» **Work order**:
In this exercise, restate the listing word for word.

» **Entries supplied**:
= Beginning of Section =

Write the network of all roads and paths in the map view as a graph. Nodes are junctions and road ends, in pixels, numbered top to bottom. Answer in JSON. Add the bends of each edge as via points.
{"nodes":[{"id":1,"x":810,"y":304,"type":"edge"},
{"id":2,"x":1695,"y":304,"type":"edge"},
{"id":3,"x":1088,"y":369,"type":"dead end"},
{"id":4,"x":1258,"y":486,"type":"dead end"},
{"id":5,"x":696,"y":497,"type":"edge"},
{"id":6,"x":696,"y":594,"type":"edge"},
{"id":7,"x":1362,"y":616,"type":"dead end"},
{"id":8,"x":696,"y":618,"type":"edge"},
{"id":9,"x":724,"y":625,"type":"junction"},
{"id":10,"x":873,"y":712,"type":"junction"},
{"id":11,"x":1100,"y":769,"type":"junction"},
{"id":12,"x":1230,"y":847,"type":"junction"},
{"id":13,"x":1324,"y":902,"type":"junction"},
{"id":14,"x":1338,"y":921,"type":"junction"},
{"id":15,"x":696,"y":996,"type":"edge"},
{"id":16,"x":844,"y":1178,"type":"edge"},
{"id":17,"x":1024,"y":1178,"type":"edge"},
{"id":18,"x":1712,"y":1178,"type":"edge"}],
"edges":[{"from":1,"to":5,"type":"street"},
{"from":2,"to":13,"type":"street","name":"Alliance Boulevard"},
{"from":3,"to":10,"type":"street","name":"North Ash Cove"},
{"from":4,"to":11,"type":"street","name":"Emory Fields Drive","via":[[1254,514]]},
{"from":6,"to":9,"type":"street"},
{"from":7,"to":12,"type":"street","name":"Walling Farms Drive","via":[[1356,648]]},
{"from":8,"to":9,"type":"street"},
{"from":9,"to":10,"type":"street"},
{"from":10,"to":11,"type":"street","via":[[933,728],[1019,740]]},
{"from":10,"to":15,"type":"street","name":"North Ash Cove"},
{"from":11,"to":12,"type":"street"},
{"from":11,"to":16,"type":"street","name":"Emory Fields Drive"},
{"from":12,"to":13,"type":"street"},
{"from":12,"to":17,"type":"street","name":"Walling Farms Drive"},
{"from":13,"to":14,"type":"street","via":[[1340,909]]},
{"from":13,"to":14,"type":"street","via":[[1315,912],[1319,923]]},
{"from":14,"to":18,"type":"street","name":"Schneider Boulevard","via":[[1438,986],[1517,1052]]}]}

= End of Section =

» **Answer for this exercise**:
Write the network of all roads and paths in the map view as a graph. Nodes are junctions and road ends, in pixels, numbered top to bottom. Answer in JSON. Add the bends of each edge as via points.
{"nodes":[{"id":1,"x":810,"y":304,"type":"edge"},
{"id":2,"x":1695,"y":304,"type":"edge"},
{"id":3,"x":1088,"y":369,"type":"dead end"},
{"id":4,"x":1258,"y":486,"type":"dead end"},
{"id":5,"x":696,"y":497,"type":"edge"},
{"id":6,"x":696,"y":594,"type":"edge"},
{"id":7,"x":1362,"y":616,"type":"dead end"},
{"id":8,"x":696,"y":618,"type":"edge"},
{"id":9,"x":724,"y":625,"type":"junction"},
{"id":10,"x":873,"y":712,"type":"junction"},
{"id":11,"x":1100,"y":769,"type":"junction"},
{"id":12,"x":1230,"y":847,"type":"junction"},
{"id":13,"x":1324,"y":902,"type":"junction"},
{"id":14,"x":1338,"y":921,"type":"junction"},
{"id":15,"x":696,"y":996,"type":"edge"},
{"id":16,"x":844,"y":1178,"type":"edge"},
{"id":17,"x":1024,"y":1178,"type":"edge"},
{"id":18,"x":1712,"y":1178,"type":"edge"}],
"edges":[{"from":1,"to":5,"type":"street"},
{"from":2,"to":13,"type":"street","name":"Alliance Boulevard"},
{"from":3,"to":10,"type":"street","name":"North Ash Cove"},
{"from":4,"to":11,"type":"street","name":"Emory Fields Drive","via":[[1254,514]]},
{"from":6,"to":9,"type":"street"},
{"from":7,"to":12,"type":"street","name":"Walling Farms Drive","via":[[1356,648]]},
{"from":8,"to":9,"type":"street"},
{"from":9,"to":10,"type":"street"},
{"from":10,"to":11,"type":"street","via":[[933,728],[1019,740]]},
{"from":10,"to":15,"type":"street","name":"North Ash Cove"},
{"from":11,"to":12,"type":"street"},
{"from":11,"to":16,"type":"street","name":"Emory Fields Drive"},
{"from":12,"to":13,"type":"street"},
{"from":12,"to":17,"type":"street","name":"Walling Farms Drive"},
{"from":13,"to":14,"type":"street","via":[[1340,909]]},
{"from":13,"to":14,"type":"street","via":[[1315,912],[1319,923]]},
{"from":14,"to":18,"type":"street","name":"Schneider Boulevard","via":[[1438,986],[1517,1052]]}]}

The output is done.